To its credit, management has been continuing to try to build the non-mobile/handset business, with the April acquisition of GreenPeak Technologies adding ultra low-power, short-range RF communication tech to its arsenal (largely for IoT applications). While there are growth opportunities here like base stations, auto and IoT, realistically speaking, I don't think Qorvo's non-mobile business becomes a more meaningful contributor unless/until they make some larger deals to bring in more scale. Whether such deals would be good for shareholders depends almost entirely on what they buy and what they pay - the notion of diversification is fine, but an expensive or strategically dubious deal doesn't help just because it adds more revenue to a different bucket.
Qorvo has a strong position alongside Broadcom and Skyworks in several mobile component segments, including PA modules, switches and filters. OEMs like Apple and Samsung have a vested interest in seeing a relatively healthy supplier ecosystem; so there will always be some churn among sockets but likely always a spot at the trough for all three companies (and other suppliers like Murata) provided the price/performance attributes remain acceptable. Broadcom has helped itself a lot (in my opinion) by focusing on high-end capability, while Skyworks is now trying to become a more diversified supplier. I like Qorvo's ability to offer "good enough" at an attractive price and across a broad range of products, but I do have those concerns that companies like Skyworks and Qualcomm could pressure in the future.

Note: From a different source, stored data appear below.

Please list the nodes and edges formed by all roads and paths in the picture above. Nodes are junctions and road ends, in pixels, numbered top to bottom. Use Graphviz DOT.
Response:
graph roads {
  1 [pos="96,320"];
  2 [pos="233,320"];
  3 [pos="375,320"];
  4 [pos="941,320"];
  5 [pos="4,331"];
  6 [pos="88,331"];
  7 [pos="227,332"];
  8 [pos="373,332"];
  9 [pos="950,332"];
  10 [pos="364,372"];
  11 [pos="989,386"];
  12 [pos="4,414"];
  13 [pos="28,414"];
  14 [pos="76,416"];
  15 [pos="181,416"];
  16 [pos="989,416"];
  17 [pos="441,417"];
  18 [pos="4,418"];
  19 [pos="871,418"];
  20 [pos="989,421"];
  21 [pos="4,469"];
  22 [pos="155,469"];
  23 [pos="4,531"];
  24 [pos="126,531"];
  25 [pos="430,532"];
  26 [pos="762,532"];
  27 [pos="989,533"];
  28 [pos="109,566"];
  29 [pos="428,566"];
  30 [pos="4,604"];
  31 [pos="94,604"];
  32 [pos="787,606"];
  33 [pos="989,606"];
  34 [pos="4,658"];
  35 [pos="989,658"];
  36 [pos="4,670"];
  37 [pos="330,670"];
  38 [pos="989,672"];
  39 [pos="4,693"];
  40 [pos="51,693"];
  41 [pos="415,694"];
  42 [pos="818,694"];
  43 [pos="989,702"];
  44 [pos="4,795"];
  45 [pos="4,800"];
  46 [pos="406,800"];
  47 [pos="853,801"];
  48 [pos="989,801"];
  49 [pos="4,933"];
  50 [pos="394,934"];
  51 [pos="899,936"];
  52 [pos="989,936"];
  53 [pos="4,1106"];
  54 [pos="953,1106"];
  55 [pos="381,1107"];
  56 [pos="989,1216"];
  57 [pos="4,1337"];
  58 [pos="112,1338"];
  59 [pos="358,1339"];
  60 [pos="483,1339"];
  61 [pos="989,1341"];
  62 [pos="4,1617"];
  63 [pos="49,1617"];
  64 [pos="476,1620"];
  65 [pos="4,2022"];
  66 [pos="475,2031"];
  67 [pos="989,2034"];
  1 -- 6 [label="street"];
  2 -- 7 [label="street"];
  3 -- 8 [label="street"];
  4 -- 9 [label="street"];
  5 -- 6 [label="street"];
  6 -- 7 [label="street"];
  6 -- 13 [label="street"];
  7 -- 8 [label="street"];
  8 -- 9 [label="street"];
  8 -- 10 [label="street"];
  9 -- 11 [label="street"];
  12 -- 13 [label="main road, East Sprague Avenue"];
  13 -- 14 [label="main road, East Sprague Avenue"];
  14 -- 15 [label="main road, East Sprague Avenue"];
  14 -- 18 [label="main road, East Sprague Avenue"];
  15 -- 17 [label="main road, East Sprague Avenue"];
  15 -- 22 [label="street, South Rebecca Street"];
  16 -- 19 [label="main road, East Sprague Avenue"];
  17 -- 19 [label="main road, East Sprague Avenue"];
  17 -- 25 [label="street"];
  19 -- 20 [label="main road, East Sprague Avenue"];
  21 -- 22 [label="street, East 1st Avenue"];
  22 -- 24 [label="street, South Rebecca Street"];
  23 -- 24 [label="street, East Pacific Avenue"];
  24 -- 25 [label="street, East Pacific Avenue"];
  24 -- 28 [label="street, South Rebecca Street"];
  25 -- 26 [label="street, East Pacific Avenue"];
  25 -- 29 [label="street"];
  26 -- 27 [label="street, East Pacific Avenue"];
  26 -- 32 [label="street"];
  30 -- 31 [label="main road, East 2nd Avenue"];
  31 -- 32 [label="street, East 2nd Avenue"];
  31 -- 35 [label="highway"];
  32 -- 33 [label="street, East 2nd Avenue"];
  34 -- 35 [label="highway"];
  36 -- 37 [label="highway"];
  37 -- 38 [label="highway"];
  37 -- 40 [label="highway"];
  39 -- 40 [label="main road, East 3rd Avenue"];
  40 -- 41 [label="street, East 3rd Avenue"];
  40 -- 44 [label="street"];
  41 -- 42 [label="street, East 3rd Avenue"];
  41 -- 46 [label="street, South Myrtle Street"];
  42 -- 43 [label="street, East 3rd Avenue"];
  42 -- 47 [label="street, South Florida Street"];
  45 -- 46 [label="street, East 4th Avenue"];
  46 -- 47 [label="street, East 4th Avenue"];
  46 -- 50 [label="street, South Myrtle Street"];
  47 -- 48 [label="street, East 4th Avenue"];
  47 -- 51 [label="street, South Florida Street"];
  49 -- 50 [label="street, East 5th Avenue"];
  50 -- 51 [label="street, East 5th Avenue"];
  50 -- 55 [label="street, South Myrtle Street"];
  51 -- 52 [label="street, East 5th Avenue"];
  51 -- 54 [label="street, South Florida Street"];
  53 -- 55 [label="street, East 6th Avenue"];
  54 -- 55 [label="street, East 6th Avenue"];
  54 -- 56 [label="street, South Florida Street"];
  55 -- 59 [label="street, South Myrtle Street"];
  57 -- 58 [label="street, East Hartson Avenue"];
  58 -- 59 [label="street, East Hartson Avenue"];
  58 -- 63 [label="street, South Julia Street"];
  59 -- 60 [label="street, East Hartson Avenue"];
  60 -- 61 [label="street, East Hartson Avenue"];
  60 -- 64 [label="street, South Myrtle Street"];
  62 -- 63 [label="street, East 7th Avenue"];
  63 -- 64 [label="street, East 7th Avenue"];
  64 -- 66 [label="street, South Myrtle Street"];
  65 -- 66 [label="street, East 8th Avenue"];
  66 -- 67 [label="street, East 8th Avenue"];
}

The end result of my modeling assumptions is now a long-term revenue growth rate of around 7%; while that's down from my prior estimate it is only because we've moved out another year. My "like for like" number for what had been my Year 10 estimate is actually higher. On the margin/FCF side, I am concerned that it will take longer for Qorvo to get there on margin leverage, and I'm looking for a slower ramp and a slightly lower plateau. That still leads to a double-digit FCF growth expectation and a DCF-based fair value of $65, but it is worth repeating that Qorvo's margins have to improve from here for that to hold water. Looking at more short-term metrics, the near-term margin outlook would suggest that today's price is pretty fair in EV/revenue terms.
The Bottom Line
I'm not worried about Qorvo's ability to grow and I don't think the market really is either. Intel's success with Apple has given Qorvo a boost and the company continues to do well with Chinese OEMs. On the other hand, how profitable that growth will be is less certain, and that really is the key to Qorvo delivering more value in the future. I liked Qorvo back in March and the stock is up from there - outperforming Skyworks (and NASDAQ), with Broadcom more or less keeping pace. Further upside is there, but investors need to hold management's feet to the fire when it comes to delivering on margin improvement.
Disclosure: I am/we are long AVGO.
I wrote this article myself, and it expresses my own opinions. I am not receiving compensation for it (other than from Seeking Alpha). I have no business relationship with any company whose stock is mentioned in this article.